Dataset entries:

= = = = =

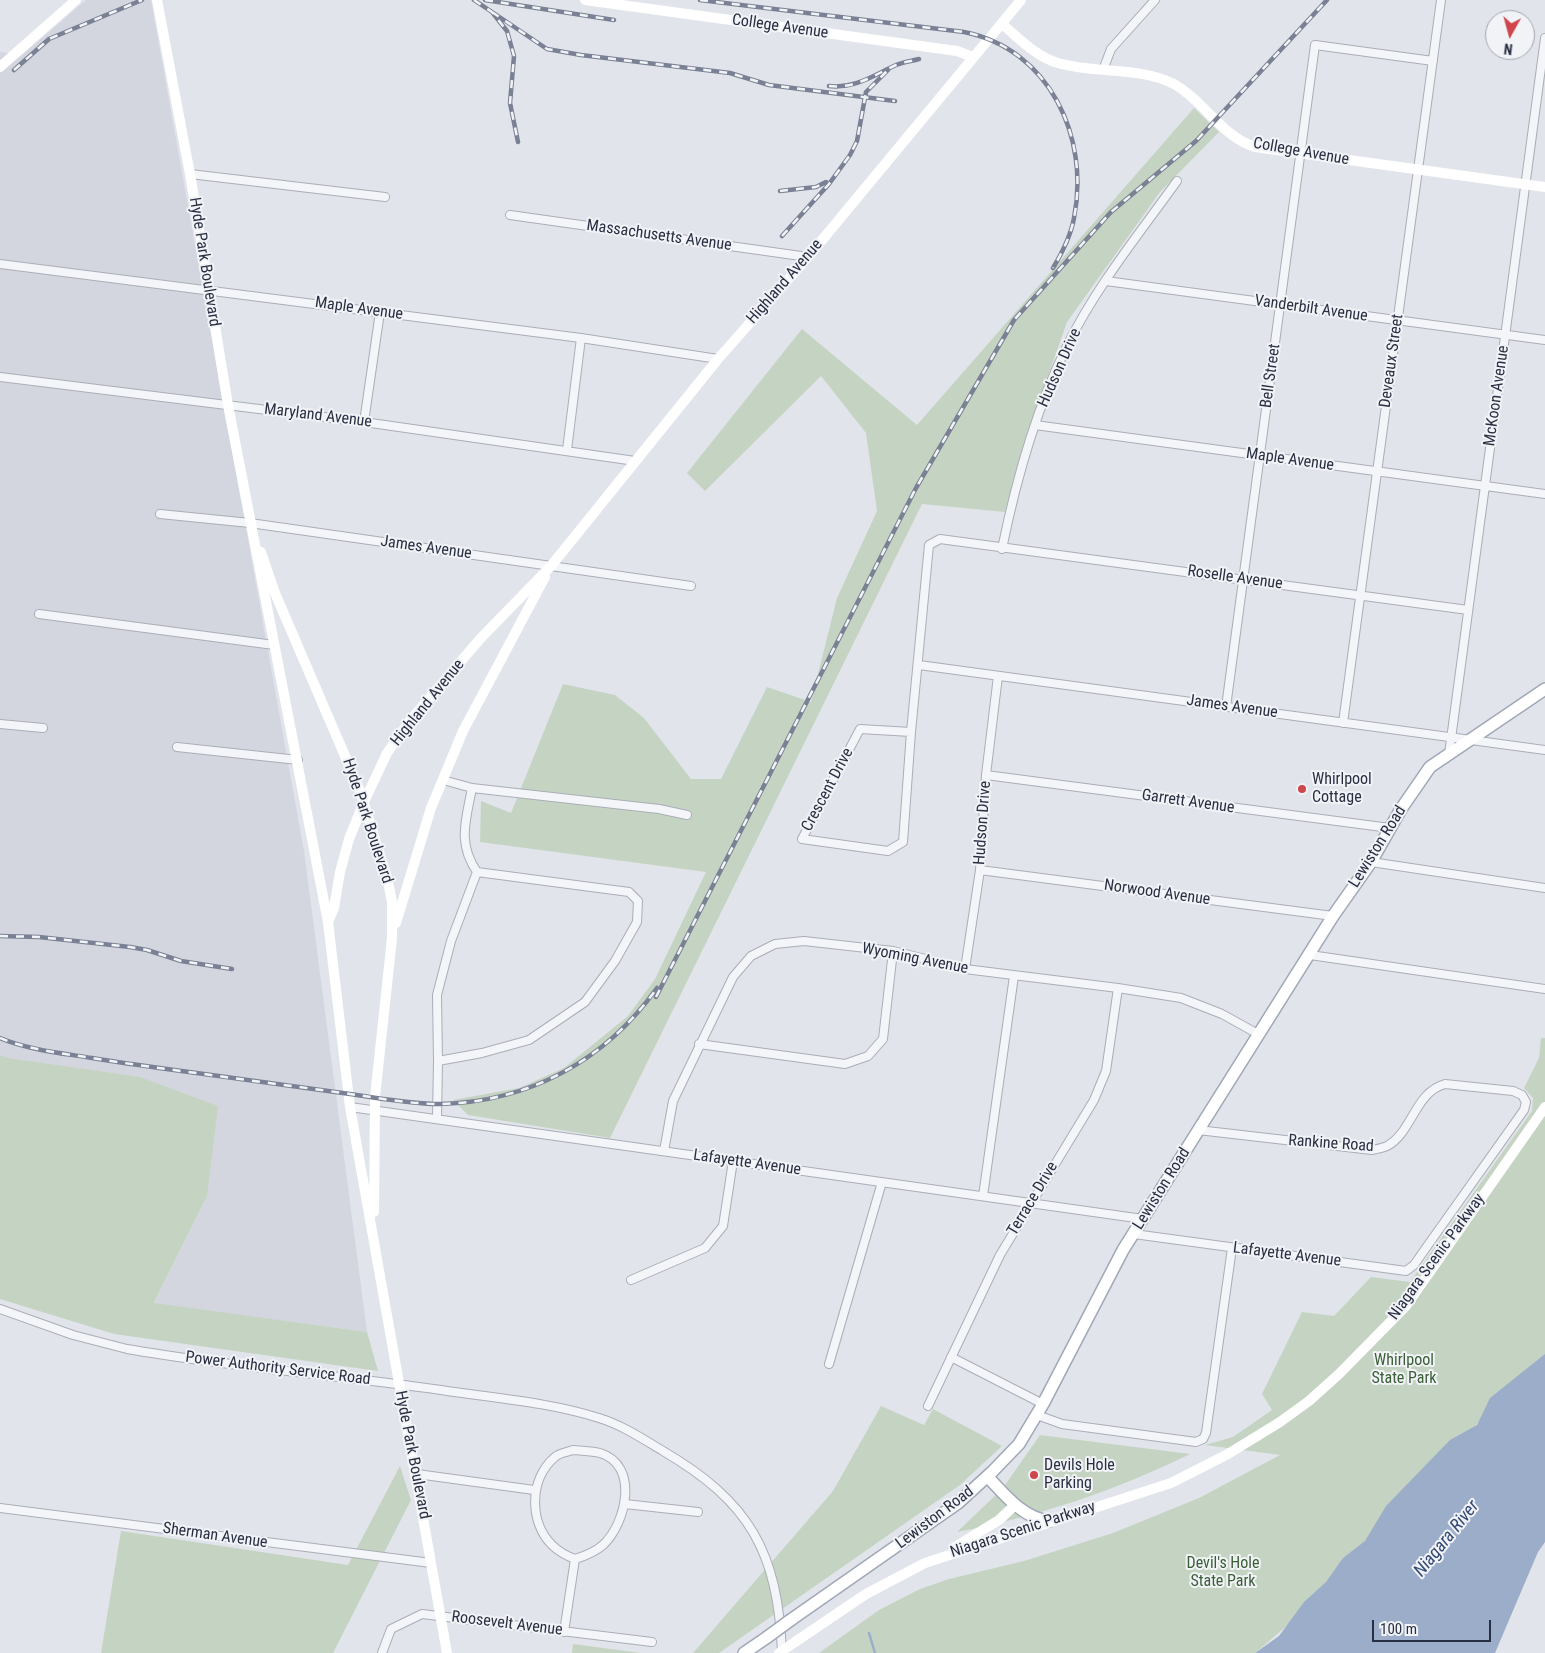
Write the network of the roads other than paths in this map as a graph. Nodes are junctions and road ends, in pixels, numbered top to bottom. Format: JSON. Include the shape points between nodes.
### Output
{"nodes":[{"id":1,"x":76,"y":0,"type":"edge"},
{"id":2,"x":158,"y":0,"type":"edge"},
{"id":3,"x":584,"y":0,"type":"edge"},
{"id":4,"x":1021,"y":0,"type":"edge"},
{"id":5,"x":1155,"y":0,"type":"edge"},
{"id":6,"x":1441,"y":0,"type":"edge"},
{"id":7,"x":1002,"y":24,"type":"junction"},
{"id":8,"x":1545,"y":38,"type":"edge"},
{"id":9,"x":973,"y":57,"type":"junction"},
{"id":10,"x":1433,"y":61,"type":"junction"},
{"id":11,"x":0,"y":67,"type":"edge"},
{"id":12,"x":1103,"y":70,"type":"junction"},
{"id":13,"x":1300,"y":154,"type":"junction"},
{"id":14,"x":1418,"y":170,"type":"junction"},
{"id":15,"x":190,"y":174,"type":"junction"},
{"id":16,"x":1177,"y":181,"type":"dead end"},
{"id":17,"x":1525,"y":184,"type":"junction"},
{"id":18,"x":1545,"y":187,"type":"edge"},
{"id":19,"x":385,"y":197,"type":"dead end"},
{"id":20,"x":510,"y":215,"type":"dead end"},
{"id":21,"x":808,"y":257,"type":"junction"},
{"id":22,"x":0,"y":264,"type":"edge"},
{"id":23,"x":1106,"y":281,"type":"junction"},
{"id":24,"x":208,"y":290,"type":"junction"},
{"id":25,"x":1280,"y":304,"type":"junction"},
{"id":26,"x":380,"y":312,"type":"junction"},
{"id":27,"x":1398,"y":320,"type":"junction"},
{"id":28,"x":1505,"y":335,"type":"junction"},
{"id":29,"x":581,"y":338,"type":"junction"},
{"id":30,"x":1545,"y":340,"type":"edge"},
{"id":31,"x":718,"y":359,"type":"junction"},
{"id":32,"x":0,"y":377,"type":"edge"},
{"id":33,"x":228,"y":404,"type":"junction"},
{"id":34,"x":364,"y":422,"type":"junction"},
{"id":35,"x":1035,"y":425,"type":"junction"},
{"id":36,"x":567,"y":450,"type":"junction"},
{"id":37,"x":1260,"y":456,"type":"junction"},
{"id":38,"x":635,"y":461,"type":"junction"},
{"id":39,"x":1377,"y":471,"type":"junction"},
{"id":40,"x":1485,"y":486,"type":"junction"},
{"id":41,"x":1545,"y":494,"type":"edge"},
{"id":42,"x":160,"y":514,"type":"dead end"},
{"id":43,"x":250,"y":523,"type":"junction"},
{"id":44,"x":1002,"y":549,"type":"junction"},
{"id":45,"x":551,"y":566,"type":"junction"},
{"id":46,"x":1243,"y":579,"type":"junction"},
{"id":47,"x":691,"y":586,"type":"dead end"},
{"id":48,"x":1360,"y":596,"type":"junction"},
{"id":49,"x":1468,"y":610,"type":"junction"},
{"id":50,"x":39,"y":614,"type":"dead end"},
{"id":51,"x":274,"y":644,"type":"junction"},
{"id":52,"x":919,"y":665,"type":"junction"},
{"id":53,"x":998,"y":676,"type":"junction"},
{"id":54,"x":1545,"y":689,"type":"edge"},
{"id":55,"x":1226,"y":707,"type":"junction"},
{"id":56,"x":1343,"y":722,"type":"junction"},
{"id":57,"x":0,"y":724,"type":"edge"},
{"id":58,"x":43,"y":728,"type":"dead end"},
{"id":59,"x":911,"y":732,"type":"junction"},
{"id":60,"x":1451,"y":737,"type":"junction"},
{"id":61,"x":1472,"y":740,"type":"junction"},
{"id":62,"x":177,"y":746,"type":"dead end"},
{"id":63,"x":1545,"y":750,"type":"edge"},
{"id":64,"x":1449,"y":754,"type":"junction"},
{"id":65,"x":298,"y":760,"type":"junction"},
{"id":66,"x":986,"y":775,"type":"junction"},
{"id":67,"x":443,"y":780,"type":"junction"},
{"id":68,"x":472,"y":788,"type":"junction"},
{"id":69,"x":364,"y":802,"type":"junction"},
{"id":70,"x":686,"y":815,"type":"dead end"},
{"id":71,"x":1390,"y":828,"type":"junction"},
{"id":72,"x":1371,"y":862,"type":"junction"},
{"id":73,"x":980,"y":870,"type":"junction"},
{"id":74,"x":477,"y":872,"type":"junction"},
{"id":75,"x":1545,"y":888,"type":"edge"},
{"id":76,"x":1333,"y":916,"type":"junction"},
{"id":77,"x":328,"y":922,"type":"junction"},
{"id":78,"x":392,"y":938,"type":"junction"},
{"id":79,"x":893,"y":951,"type":"junction"},
{"id":80,"x":1310,"y":955,"type":"junction"},
{"id":81,"x":965,"y":969,"type":"junction"},
{"id":82,"x":1014,"y":976,"type":"junction"},
{"id":83,"x":1118,"y":988,"type":"junction"},
{"id":84,"x":1545,"y":989,"type":"edge"},
{"id":85,"x":1258,"y":1034,"type":"junction"},
{"id":86,"x":699,"y":1044,"type":"junction"},
{"id":87,"x":438,"y":1060,"type":"junction"},
{"id":88,"x":350,"y":1107,"type":"junction"},
{"id":89,"x":1545,"y":1107,"type":"edge"},
{"id":90,"x":374,"y":1110,"type":"junction"},
{"id":91,"x":437,"y":1118,"type":"junction"},
{"id":92,"x":1198,"y":1130,"type":"junction"},
{"id":93,"x":664,"y":1151,"type":"junction"},
{"id":94,"x":734,"y":1161,"type":"junction"},
{"id":95,"x":882,"y":1182,"type":"junction"},
{"id":96,"x":983,"y":1196,"type":"junction"},
{"id":97,"x":1030,"y":1203,"type":"junction"},
{"id":98,"x":1143,"y":1219,"type":"junction"},
{"id":99,"x":1134,"y":1234,"type":"junction"},
{"id":100,"x":1428,"y":1245,"type":"joint"},
{"id":101,"x":1232,"y":1248,"type":"junction"},
{"id":102,"x":376,"y":1257,"type":"junction"},
{"id":103,"x":631,"y":1280,"type":"dead end"},
{"id":104,"x":0,"y":1309,"type":"edge"},
{"id":105,"x":952,"y":1357,"type":"junction"},
{"id":106,"x":829,"y":1364,"type":"dead end"},
{"id":107,"x":398,"y":1384,"type":"junction"},
{"id":108,"x":928,"y":1406,"type":"dead end"},
{"id":109,"x":1040,"y":1409,"type":"junction"},
{"id":110,"x":417,"y":1474,"type":"junction"},
{"id":111,"x":988,"y":1477,"type":"junction"},
{"id":112,"x":534,"y":1490,"type":"junction"},
{"id":113,"x":625,"y":1504,"type":"junction"},
{"id":114,"x":1015,"y":1505,"type":"junction"},
{"id":115,"x":0,"y":1508,"type":"edge"},
{"id":116,"x":698,"y":1512,"type":"dead end"},
{"id":117,"x":1049,"y":1522,"type":"junction"},
{"id":118,"x":937,"y":1558,"type":"junction"},
{"id":119,"x":576,"y":1560,"type":"junction"},
{"id":120,"x":431,"y":1563,"type":"junction"},
{"id":121,"x":440,"y":1615,"type":"junction"},
{"id":122,"x":564,"y":1632,"type":"junction"},
{"id":123,"x":652,"y":1642,"type":"dead end"},
{"id":124,"x":382,"y":1653,"type":"edge"},
{"id":125,"x":447,"y":1653,"type":"edge"},
{"id":126,"x":744,"y":1653,"type":"edge"},
{"id":127,"x":781,"y":1653,"type":"edge"}],
"edges":[{"from":1,"to":11,"type":"main road"},
{"from":2,"to":15,"type":"main road","name":"Hyde Park Boulevard"},
{"from":3,"to":9,"type":"main road","name":"College Avenue","via":[[957,51]]},
{"from":4,"to":7,"type":"main road","name":"Highland Avenue"},
{"from":5,"to":12,"type":"street","via":[[1111,49]]},
{"from":6,"to":10,"type":"street","name":"Deveaux Street"},
{"from":7,"to":9,"type":"main road","name":"Highland Avenue"},
{"from":7,"to":12,"type":"main road","name":"College Avenue","via":[[1051,61]]},
{"from":8,"to":17,"type":"street","name":"McKoon Avenue"},
{"from":9,"to":21,"type":"main road","name":"Highland Avenue"},
{"from":10,"to":13,"type":"street","name":"Bell Street","via":[[1315,45]]},
{"from":10,"to":14,"type":"street","name":"Deveaux Street"},
{"from":12,"to":13,"type":"main road","name":"College Avenue","via":[[1167,81],[1184,91],[1224,129],[1242,141],[1255,147]]},
{"from":13,"to":14,"type":"main road","name":"College Avenue"},
{"from":13,"to":25,"type":"street","name":"Bell Street"},
{"from":14,"to":17,"type":"main road","name":"College Avenue"},
{"from":14,"to":27,"type":"street","name":"Deveaux Street"},
{"from":15,"to":19,"type":"street"},
{"from":15,"to":24,"type":"main road","name":"Hyde Park Boulevard"},
{"from":16,"to":23,"type":"street","name":"Hudson Drive"},
{"from":17,"to":18,"type":"main road","name":"College Avenue"},
{"from":17,"to":28,"type":"street","name":"McKoon Avenue"},
{"from":20,"to":21,"type":"street","name":"Massachusetts Avenue"},
{"from":21,"to":31,"type":"main road","name":"Highland Avenue"},
{"from":22,"to":24,"type":"street","name":"Maple Avenue"},
{"from":23,"to":25,"type":"street","name":"Vanderbilt Avenue"},
{"from":23,"to":35,"type":"street","name":"Hudson Drive","via":[[1067,345]]},
{"from":24,"to":26,"type":"street","name":"Maple Avenue"},
{"from":24,"to":33,"type":"main road","name":"Hyde Park Boulevard"},
{"from":25,"to":27,"type":"street","name":"Vanderbilt Avenue"},
{"from":25,"to":37,"type":"street","name":"Bell Street"},
{"from":26,"to":29,"type":"street","name":"Maple Avenue"},
{"from":26,"to":34,"type":"street"},
{"from":27,"to":28,"type":"street","name":"Vanderbilt Avenue"},
{"from":27,"to":39,"type":"street","name":"Deveaux Street"},
{"from":28,"to":30,"type":"street","name":"Vanderbilt Avenue"},
{"from":28,"to":40,"type":"street","name":"McKoon Avenue"},
{"from":29,"to":31,"type":"street","name":"Maple Avenue"},
{"from":29,"to":36,"type":"street"},
{"from":31,"to":38,"type":"main road","name":"Highland Avenue"},
{"from":32,"to":33,"type":"street","name":"Maryland Avenue"},
{"from":33,"to":34,"type":"street","name":"Maryland Avenue"},
{"from":33,"to":43,"type":"main road","name":"Hyde Park Boulevard"},
{"from":34,"to":36,"type":"street","name":"Maryland Avenue"},
{"from":35,"to":37,"type":"street","name":"Maple Avenue"},
{"from":35,"to":44,"type":"street","name":"Hudson Drive","via":[[1015,486]]},
{"from":36,"to":38,"type":"street","name":"Maryland Avenue"},
{"from":37,"to":39,"type":"street","name":"Maple Avenue"},
{"from":37,"to":46,"type":"street","name":"Bell Street"},
{"from":38,"to":45,"type":"main road","name":"Highland Avenue"},
{"from":39,"to":40,"type":"street","name":"Maple Avenue"},
{"from":39,"to":48,"type":"street","name":"Deveaux Street"},
{"from":40,"to":41,"type":"street","name":"Maple Avenue"},
{"from":40,"to":49,"type":"street","name":"McKoon Avenue"},
{"from":42,"to":43,"type":"street","name":"James Avenue"},
{"from":43,"to":45,"type":"street","name":"James Avenue"},
{"from":43,"to":51,"type":"main road","name":"Hyde Park Boulevard"},
{"from":43,"to":69,"type":"main road","name":"Hyde Park Boulevard","via":[[275,593]]},
{"from":44,"to":46,"type":"street","name":"Roselle Avenue"},
{"from":44,"to":52,"type":"street","name":"Crescent Drive","via":[[940,539],[929,545]]},
{"from":45,"to":47,"type":"street","name":"James Avenue"},
{"from":45,"to":67,"type":"main road","name":"Highland Avenue","via":[[470,715]]},
{"from":45,"to":69,"type":"main road","name":"Highland Avenue","via":[[480,639],[408,723],[387,753]]},
{"from":46,"to":48,"type":"street","name":"Roselle Avenue"},
{"from":46,"to":55,"type":"street","name":"Bell Street"},
{"from":48,"to":49,"type":"street","name":"Roselle Avenue"},
{"from":48,"to":56,"type":"street","name":"Deveaux Street"},
{"from":49,"to":60,"type":"street","name":"McKoon Avenue"},
{"from":50,"to":51,"type":"street"},
{"from":51,"to":65,"type":"main road","name":"Hyde Park Boulevard"},
{"from":52,"to":53,"type":"street","name":"James Avenue"},
{"from":52,"to":59,"type":"street","name":"Crescent Drive"},
{"from":53,"to":55,"type":"street","name":"James Avenue"},
{"from":53,"to":66,"type":"street","name":"Hudson Drive"},
{"from":54,"to":61,"type":"main road","name":"Lewiston Road"},
{"from":55,"to":56,"type":"street","name":"James Avenue"},
{"from":56,"to":60,"type":"street","name":"James Avenue"},
{"from":57,"to":58,"type":"street"},
{"from":59,"to":59,"type":"street","name":"Crescent Drive","via":[[903,842],[888,852],[802,839],[860,729]]},
{"from":60,"to":61,"type":"street","name":"James Avenue"},
{"from":60,"to":64,"type":"street","name":"McKoon Avenue"},
{"from":61,"to":63,"type":"street","name":"James Avenue"},
{"from":61,"to":64,"type":"main road","name":"Lewiston Road"},
{"from":62,"to":65,"type":"street"},
{"from":64,"to":71,"type":"main road","name":"Lewiston Road","via":[[1430,767]]},
{"from":65,"to":77,"type":"main road","name":"Hyde Park Boulevard"},
{"from":66,"to":71,"type":"street","name":"Garrett Avenue"},
{"from":66,"to":73,"type":"street","name":"Hudson Drive"},
{"from":67,"to":68,"type":"street"},
{"from":67,"to":78,"type":"main road","name":"Highland Avenue","via":[[415,856]]},
{"from":68,"to":70,"type":"street","via":[[659,809]]},
{"from":68,"to":74,"type":"street","via":[[465,852]]},
{"from":69,"to":77,"type":"main road","name":"Highland Avenue","via":[[349,840]]},
{"from":69,"to":78,"type":"main road","name":"Hyde Park Boulevard","via":[[392,902]]},
{"from":71,"to":72,"type":"main road","name":"Lewiston Road"},
{"from":72,"to":75,"type":"street"},
{"from":72,"to":76,"type":"main road","name":"Lewiston Road"},
{"from":73,"to":76,"type":"street","name":"Norwood Avenue"},
{"from":73,"to":81,"type":"street","name":"Hudson Drive"},
{"from":74,"to":87,"type":"street","via":[[451,941],[437,995]]},
{"from":74,"to":87,"type":"street","via":[[629,892],[638,900],[637,922],[615,961],[585,1002],[529,1040],[482,1053]]},
{"from":76,"to":80,"type":"main road","name":"Lewiston Road"},
{"from":77,"to":88,"type":"main road","name":"Hyde Park Boulevard"},
{"from":78,"to":90,"type":"main road","name":"Hyde Park Boulevard"},
{"from":79,"to":81,"type":"street","name":"Wyoming Avenue"},
{"from":79,"to":86,"type":"street","name":"Wyoming Avenue","via":[[804,941],[775,944],[751,956],[733,977]]},
{"from":79,"to":86,"type":"street","via":[[883,1039],[868,1056],[845,1064]]},
{"from":80,"to":84,"type":"street"},
{"from":80,"to":85,"type":"main road","name":"Lewiston Road"},
{"from":81,"to":82,"type":"street","name":"Wyoming Avenue"},
{"from":82,"to":83,"type":"street","name":"Wyoming Avenue"},
{"from":82,"to":96,"type":"street"},
{"from":83,"to":85,"type":"street","name":"Wyoming Avenue","via":[[1181,998],[1222,1014]]},
{"from":83,"to":97,"type":"street","name":"Terrace Drive","via":[[1106,1070],[1094,1100]]},
{"from":85,"to":92,"type":"main road","name":"Lewiston Road"},
{"from":86,"to":93,"type":"street","name":"Wyoming Avenue","via":[[673,1101]]},
{"from":87,"to":91,"type":"street"},
{"from":88,"to":90,"type":"street","name":"Lafayette Avenue"},
{"from":88,"to":102,"type":"main road","name":"Hyde Park Boulevard"},
{"from":89,"to":117,"type":"main road","name":"Niagara Scenic Parkway","via":[[1406,1306],[1310,1401],[1192,1473],[1150,1491]]},
{"from":90,"to":91,"type":"street","name":"Lafayette Avenue"},
{"from":90,"to":102,"type":"main road","name":"Hyde Park Boulevard"},
{"from":91,"to":93,"type":"street","name":"Lafayette Avenue"},
{"from":92,"to":98,"type":"main road","name":"Lewiston Road"},
{"from":92,"to":100,"type":"street","name":"Rankine Road","via":[[1372,1150],[1388,1146],[1436,1087],[1445,1084],[1522,1095],[1526,1102],[1524,1110]]},
{"from":93,"to":94,"type":"street","name":"Lafayette Avenue"},
{"from":94,"to":95,"type":"street","name":"Lafayette Avenue"},
{"from":94,"to":103,"type":"street","via":[[723,1226],[705,1248]]},
{"from":95,"to":96,"type":"street","name":"Lafayette Avenue"},
{"from":95,"to":106,"type":"street"},
{"from":96,"to":97,"type":"street","name":"Lafayette Avenue"},
{"from":97,"to":98,"type":"street","name":"Lafayette Avenue"},
{"from":97,"to":105,"type":"street","name":"Terrace Drive","via":[[993,1267]]},
{"from":98,"to":99,"type":"main road","name":"Lewiston Road"},
{"from":99,"to":101,"type":"street","name":"Lafayette Avenue"},
{"from":99,"to":109,"type":"main road","name":"Lewiston Road"},
{"from":100,"to":101,"type":"street","name":"Lafayette Avenue","via":[[1414,1265],[1406,1270]]},
{"from":101,"to":109,"type":"street","via":[[1204,1439],[1196,1442],[1062,1424]]},
{"from":102,"to":107,"type":"main road","name":"Hyde Park Boulevard"},
{"from":104,"to":107,"type":"street","name":"Power Authority Service Road","via":[[86,1339],[127,1349]]},
{"from":105,"to":108,"type":"street","name":"Terrace Drive"},
{"from":105,"to":109,"type":"street"},
{"from":107,"to":110,"type":"main road","name":"Hyde Park Boulevard"},
{"from":107,"to":127,"type":"street","name":"Power Authority Service Road","via":[[601,1418],[704,1477],[738,1510],[763,1550],[777,1595]]},
{"from":109,"to":111,"type":"main road","name":"Lewiston Road","via":[[1018,1444]]},
{"from":110,"to":112,"type":"street"},
{"from":110,"to":120,"type":"main road","name":"Hyde Park Boulevard"},
{"from":111,"to":114,"type":"main road"},
{"from":111,"to":126,"type":"main road","name":"Lewiston Road","bridge":true,"via":[[922,1529]]},
{"from":112,"to":113,"type":"street","via":[[556,1456],[573,1450],[601,1453],[615,1462],[621,1473]]},
{"from":112,"to":119,"type":"street","via":[[536,1516],[543,1533],[552,1545]]},
{"from":113,"to":116,"type":"street"},
{"from":113,"to":119,"type":"street","via":[[618,1525],[603,1544]]},
{"from":114,"to":117,"type":"main road","via":[[1036,1519]]},
{"from":114,"to":118,"type":"main road","via":[[1000,1520]]},
{"from":115,"to":120,"type":"street","name":"Sherman Avenue"},
{"from":117,"to":118,"type":"main road","name":"Niagara Scenic Parkway"},
{"from":118,"to":127,"type":"main road","name":"Niagara Scenic Parkway","bridge":true,"via":[[872,1590]]},
{"from":119,"to":122,"type":"street"},
{"from":120,"to":121,"type":"main road","name":"Hyde Park Boulevard"},
{"from":121,"to":122,"type":"street","name":"Roosevelt Avenue"},
{"from":121,"to":124,"type":"street","name":"Roosevelt Avenue","via":[[422,1614],[391,1629]]},
{"from":121,"to":125,"type":"main road","name":"Hyde Park Boulevard"},
{"from":122,"to":123,"type":"street","name":"Roosevelt Avenue"}]}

= = = = =

= Required action =
Every line above in which the word "Service" is present must be copied into the answer.

= Response to the exercise =
{"from":104,"to":107,"type":"street","name":"Power Authority Service Road","via":[[86,1339],[127,1349]]},
{"from":107,"to":127,"type":"street","name":"Power Authority Service Road","via":[[601,1418],[704,1477],[738,1510],[763,1550],[777,1595]]},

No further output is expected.